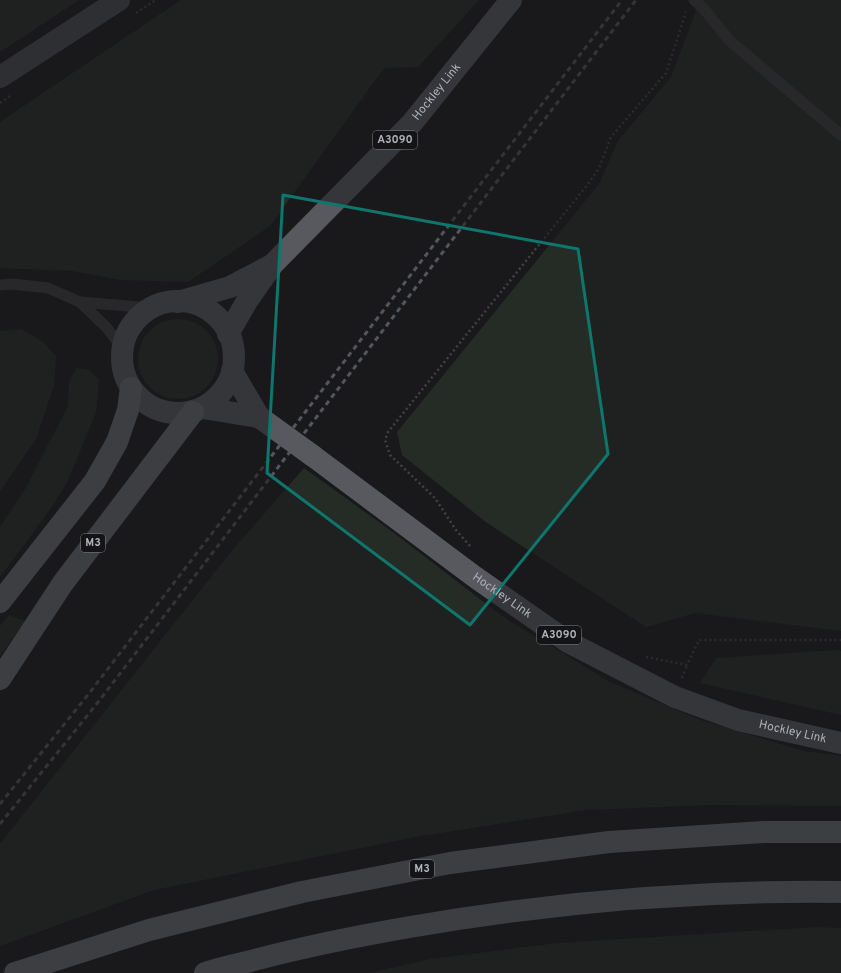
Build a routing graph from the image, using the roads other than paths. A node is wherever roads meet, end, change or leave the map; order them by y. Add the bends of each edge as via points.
1 (119, 0) edge
2 (511, 0) edge
3 (691, 3) edge
4 (0, 77) edge
5 (841, 135) edge
6 (273, 264) junction
7 (0, 285) edge
8 (80, 302) junction
9 (178, 302) junction
10 (151, 308) junction
11 (228, 334) junction
12 (122, 348) junction
13 (232, 371) junction
14 (131, 388) junction
15 (198, 410) junction
16 (259, 416) junction
17 (0, 602) edge
18 (0, 680) edge
19 (841, 743) edge
20 (841, 832) edge
21 (841, 892) edge
22 (15, 973) edge
23 (205, 973) edge

1 - 4 street
2 - 6 main road, Hockley Link / A3090 via 412,123
3 - 5 lane via 704,9 729,40
6 - 9 main road, Hockley Link / A3090 via 230,286
6 - 11 main road, Hockley Link / A3090
7 - 8 lane via 48,288
8 - 10 lane
8 - 12 lane via 107,328
9 - 10 main road via 164,303
9 - 11 main road via 194,304 208,310 220,321
10 - 12 main road via 132,325
11 - 13 main road via 234,358
12 - 14 main road via 125,376
13 - 15 main road via 223,390
13 - 16 main road, Hockley Link / A3090
14 - 15 main road via 140,399 158,410 179,414
14 - 17 highway via 128,410 117,442 95,481
15 - 16 main road, Hockley Link / A3090
15 - 18 highway, M3 via 63,583
16 - 19 main road, Hockley Link / A3090, bridge via 475,577 568,642 675,697 738,720
20 - 22 highway, M3 via 764,832 609,842 450,863 302,892 149,930
21 - 23 highway via 701,893 511,910 347,938

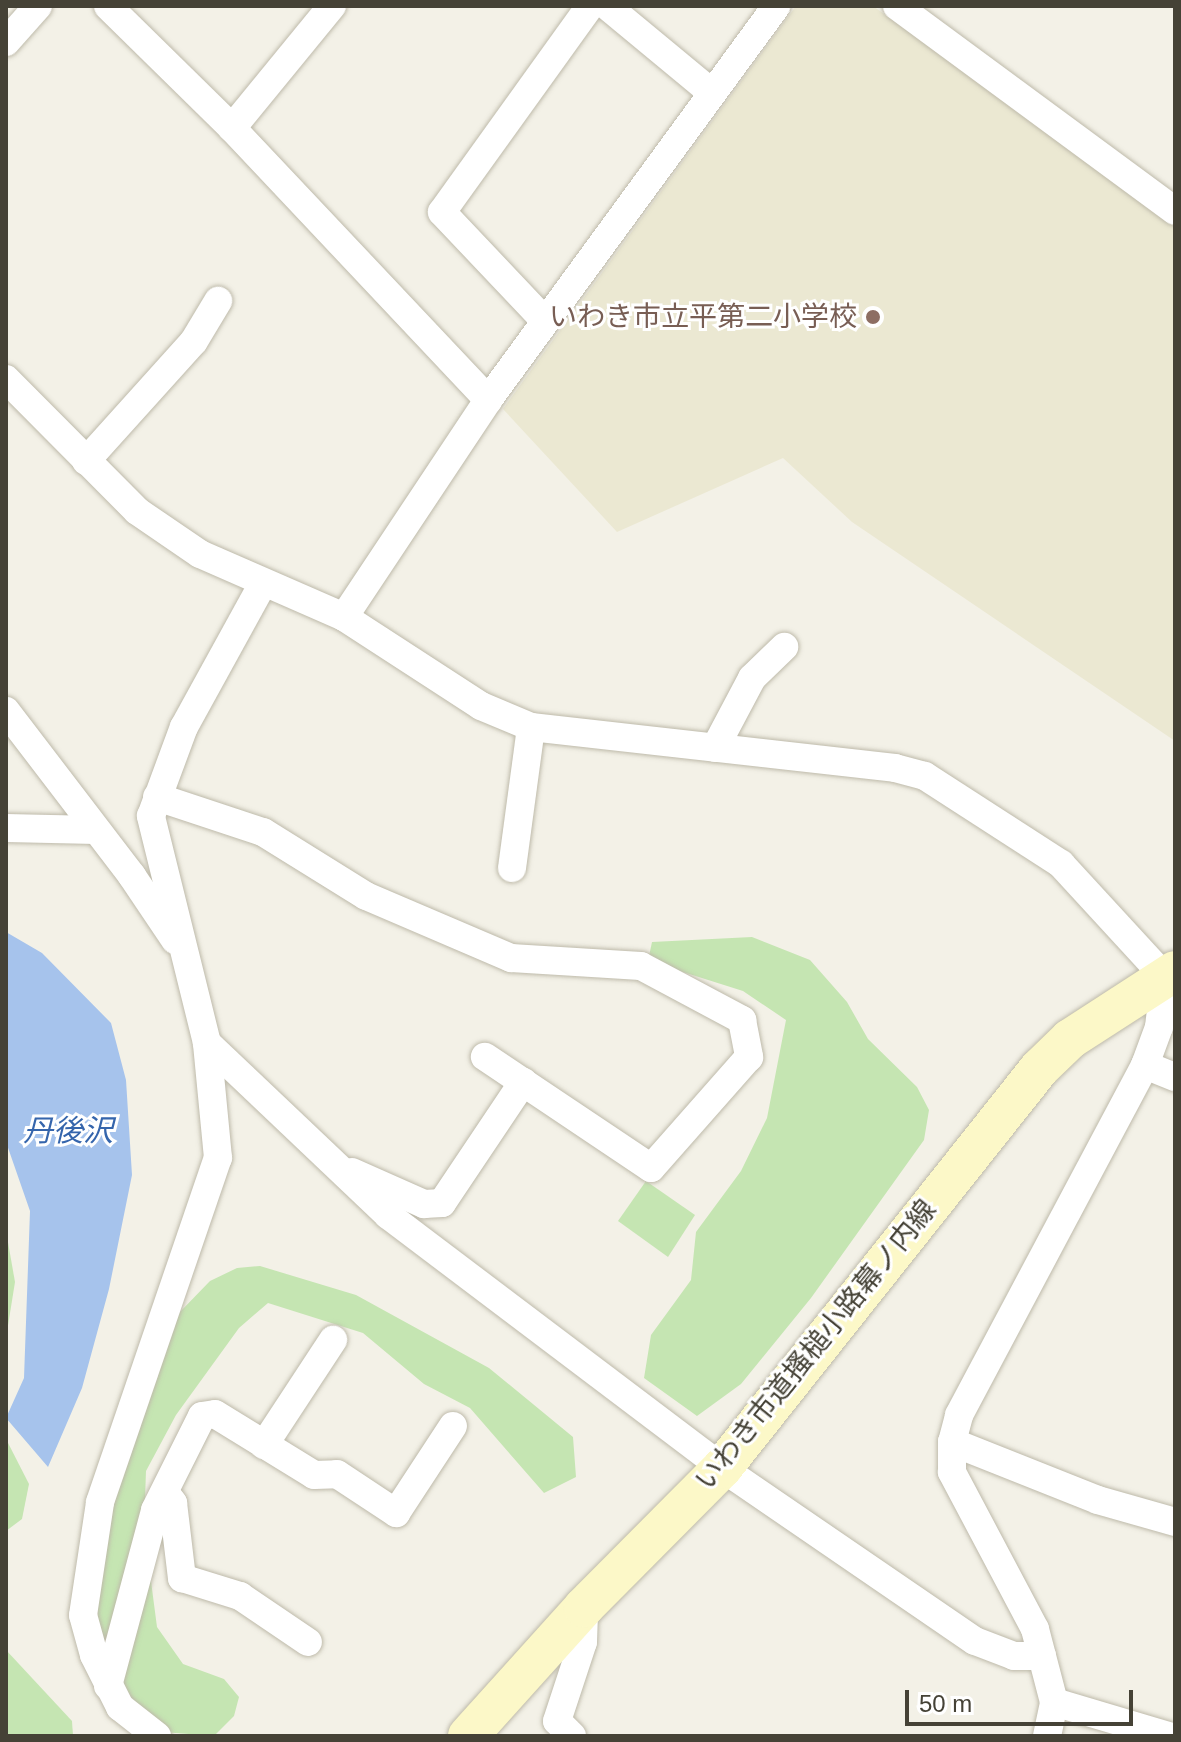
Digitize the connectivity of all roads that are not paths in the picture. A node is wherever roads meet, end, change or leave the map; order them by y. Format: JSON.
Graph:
{"nodes":[{"id":1,"x":38,"y":6,"type":"edge"},
{"id":2,"x":108,"y":6,"type":"edge"},
{"id":3,"x":332,"y":6,"type":"edge"},
{"id":4,"x":590,"y":6,"type":"edge"},
{"id":5,"x":607,"y":6,"type":"edge"},
{"id":6,"x":776,"y":6,"type":"edge"},
{"id":7,"x":897,"y":6,"type":"edge"},
{"id":8,"x":6,"y":42,"type":"edge"},
{"id":9,"x":711,"y":92,"type":"junction"},
{"id":10,"x":232,"y":128,"type":"junction"},
{"id":11,"x":1175,"y":211,"type":"edge"},
{"id":12,"x":218,"y":301,"type":"dead end"},
{"id":13,"x":545,"y":321,"type":"junction"},
{"id":14,"x":6,"y":379,"type":"edge"},
{"id":15,"x":488,"y":400,"type":"junction"},
{"id":16,"x":86,"y":461,"type":"junction"},
{"id":17,"x":262,"y":585,"type":"junction"},
{"id":18,"x":344,"y":617,"type":"junction"},
{"id":19,"x":784,"y":647,"type":"dead end"},
{"id":20,"x":6,"y":711,"type":"edge"},
{"id":21,"x":531,"y":727,"type":"junction"},
{"id":22,"x":715,"y":748,"type":"junction"},
{"id":23,"x":157,"y":797,"type":"junction"},
{"id":24,"x":6,"y":828,"type":"edge"},
{"id":25,"x":96,"y":830,"type":"junction"},
{"id":26,"x":512,"y":868,"type":"dead end"},
{"id":27,"x":191,"y":965,"type":"junction"},
{"id":28,"x":1172,"y":974,"type":"edge"},
{"id":29,"x":207,"y":1043,"type":"junction"},
{"id":30,"x":485,"y":1057,"type":"dead end"},
{"id":31,"x":1145,"y":1065,"type":"junction"},
{"id":32,"x":1175,"y":1077,"type":"edge"},
{"id":33,"x":523,"y":1082,"type":"junction"},
{"id":34,"x":338,"y":1171,"type":"junction"},
{"id":35,"x":333,"y":1340,"type":"dead end"},
{"id":36,"x":453,"y":1426,"type":"dead end"},
{"id":37,"x":952,"y":1442,"type":"junction"},
{"id":38,"x":264,"y":1445,"type":"junction"},
{"id":39,"x":722,"y":1468,"type":"junction"},
{"id":40,"x":165,"y":1492,"type":"junction"},
{"id":41,"x":1175,"y":1522,"type":"edge"},
{"id":42,"x":584,"y":1607,"type":"junction"},
{"id":43,"x":308,"y":1642,"type":"dead end"},
{"id":44,"x":1042,"y":1656,"type":"junction"},
{"id":45,"x":108,"y":1686,"type":"junction"},
{"id":46,"x":1054,"y":1702,"type":"junction"},
{"id":47,"x":157,"y":1736,"type":"edge"},
{"id":48,"x":468,"y":1736,"type":"edge"},
{"id":49,"x":572,"y":1736,"type":"edge"},
{"id":50,"x":1047,"y":1736,"type":"edge"},
{"id":51,"x":1169,"y":1736,"type":"edge"}],
"edges":[{"from":1,"to":8,"type":"street"},
{"from":2,"to":10,"type":"street"},
{"from":3,"to":10,"type":"street"},
{"from":4,"to":13,"type":"street"},
{"from":5,"to":9,"type":"street"},
{"from":6,"to":9,"type":"street"},
{"from":7,"to":11,"type":"street"},
{"from":9,"to":13,"type":"street"},
{"from":10,"to":15,"type":"street"},
{"from":12,"to":16,"type":"street"},
{"from":13,"to":15,"type":"street"},
{"from":14,"to":16,"type":"street"},
{"from":15,"to":18,"type":"street"},
{"from":16,"to":17,"type":"street"},
{"from":17,"to":18,"type":"street"},
{"from":17,"to":23,"type":"street"},
{"from":18,"to":21,"type":"street"},
{"from":19,"to":22,"type":"street"},
{"from":20,"to":25,"type":"street"},
{"from":21,"to":22,"type":"street"},
{"from":21,"to":26,"type":"street"},
{"from":22,"to":28,"type":"street"},
{"from":23,"to":27,"type":"street"},
{"from":23,"to":33,"type":"street"},
{"from":24,"to":25,"type":"street"},
{"from":25,"to":27,"type":"street"},
{"from":27,"to":29,"type":"street"},
{"from":28,"to":31,"type":"street"},
{"from":28,"to":39,"type":"street","name":"いわき市道搔槌小路幕ノ内線"},
{"from":29,"to":34,"type":"street"},
{"from":29,"to":45,"type":"street"},
{"from":30,"to":33,"type":"street"},
{"from":31,"to":32,"type":"street"},
{"from":31,"to":37,"type":"street"},
{"from":33,"to":34,"type":"street"},
{"from":34,"to":39,"type":"street"},
{"from":35,"to":38,"type":"street"},
{"from":36,"to":38,"type":"street"},
{"from":37,"to":41,"type":"street"},
{"from":37,"to":44,"type":"street"},
{"from":38,"to":40,"type":"street"},
{"from":39,"to":42,"type":"street","name":"いわき市道搔槌小路幕ノ内線"},
{"from":39,"to":44,"type":"street"},
{"from":40,"to":43,"type":"street"},
{"from":40,"to":45,"type":"street"},
{"from":42,"to":48,"type":"street","name":"いわき市道搔槌小路幕ノ内線"},
{"from":42,"to":49,"type":"street"},
{"from":44,"to":46,"type":"street"},
{"from":45,"to":47,"type":"street"},
{"from":46,"to":50,"type":"street"},
{"from":46,"to":51,"type":"street"}]}
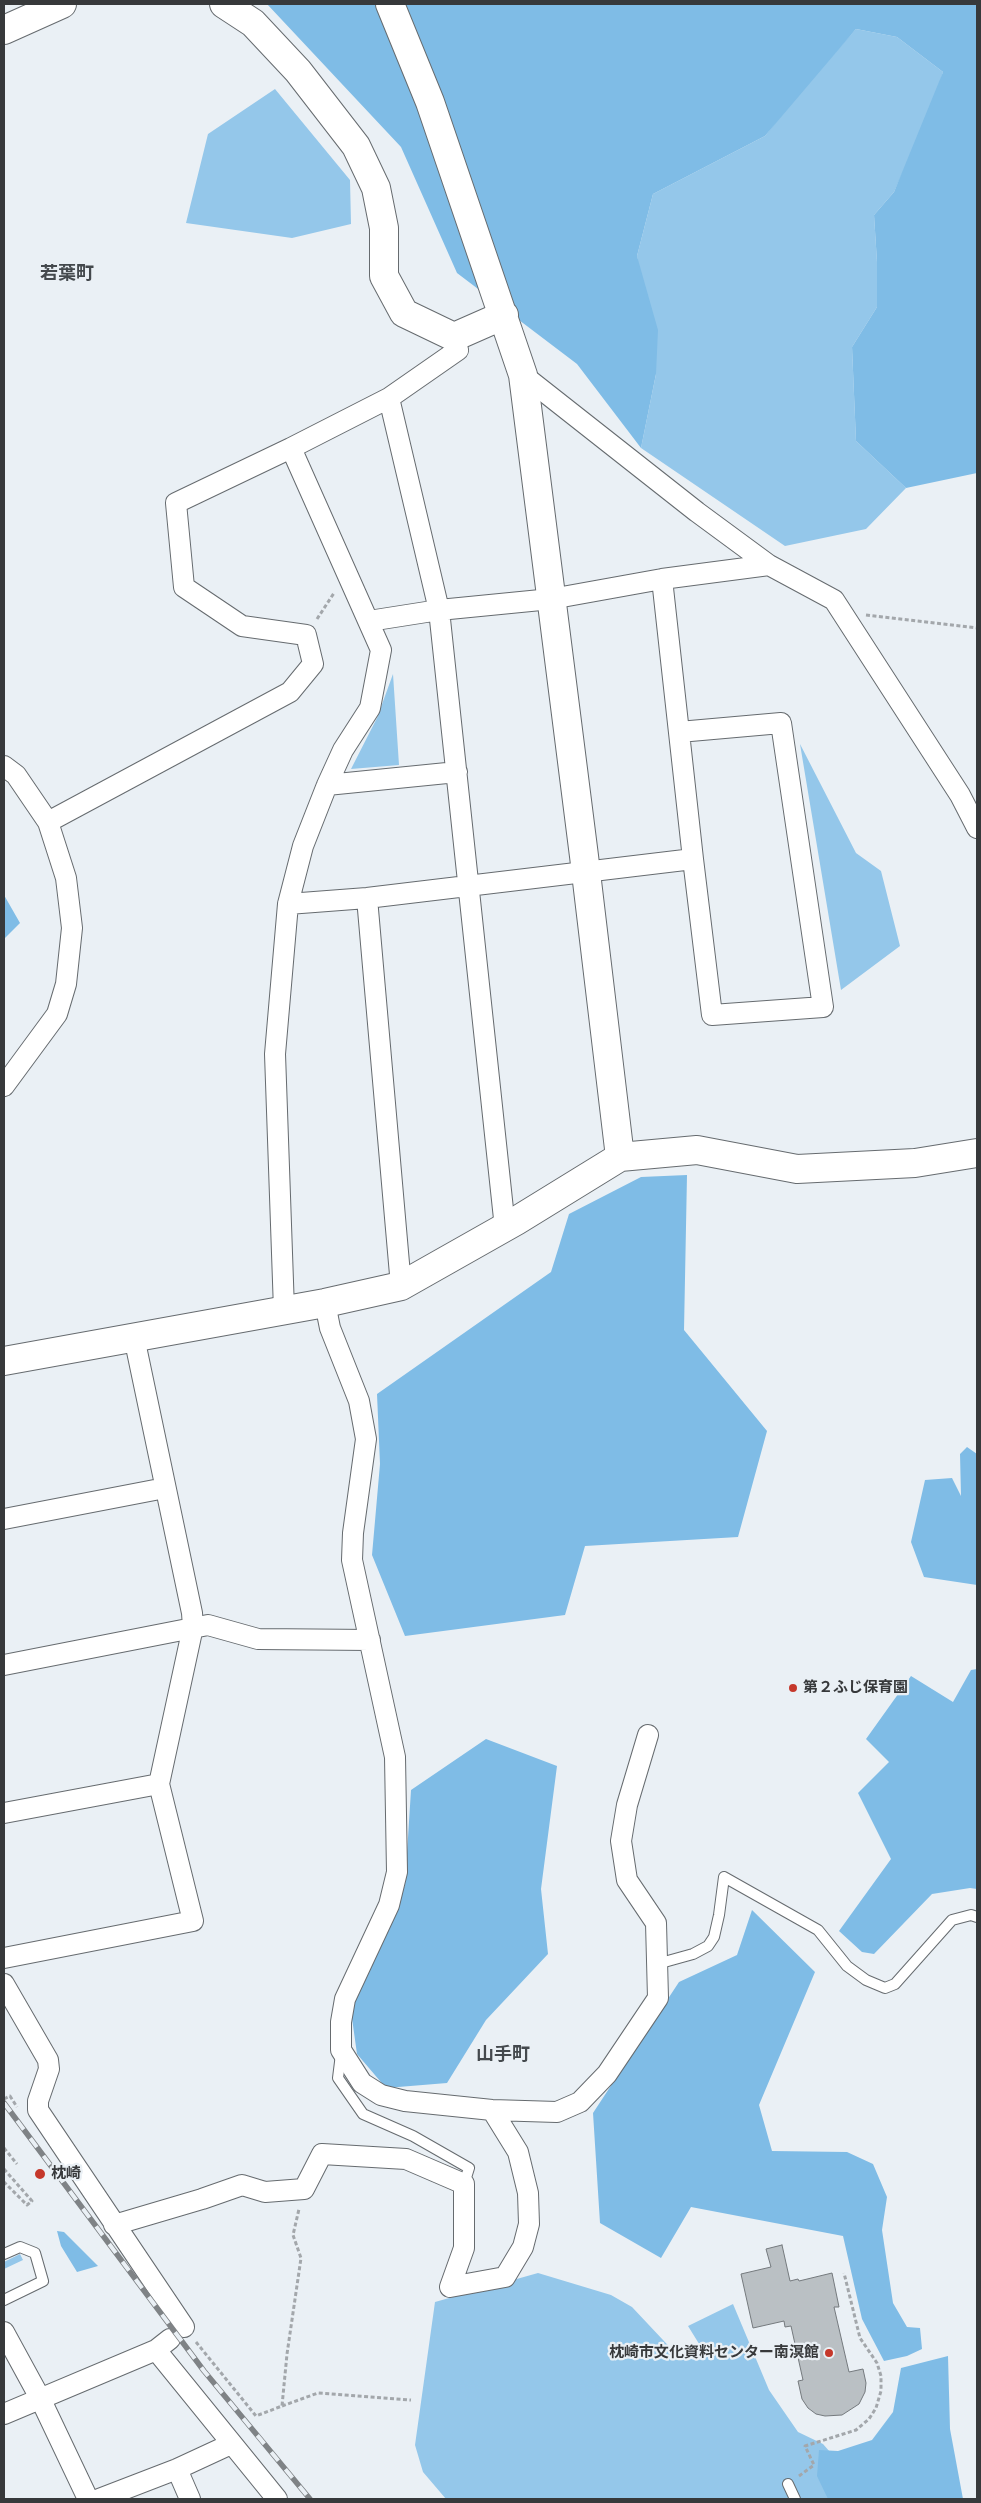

EXERCISE AIM =>
Filter the records, keeping only lines that contain "roads", and show those lines.

RESPONSE TO THIS TASK =>
Build a routing graph from the image, using the roads other than paths. A node is wherever roads meet, end, change or leave the map; order them by y. Add the bends of each edge as via points.
Digitize the connectivity of all roads that are not paths in the picture. A node is wherever roads meet, end, change or leave the map; order them by y. Format: JSON.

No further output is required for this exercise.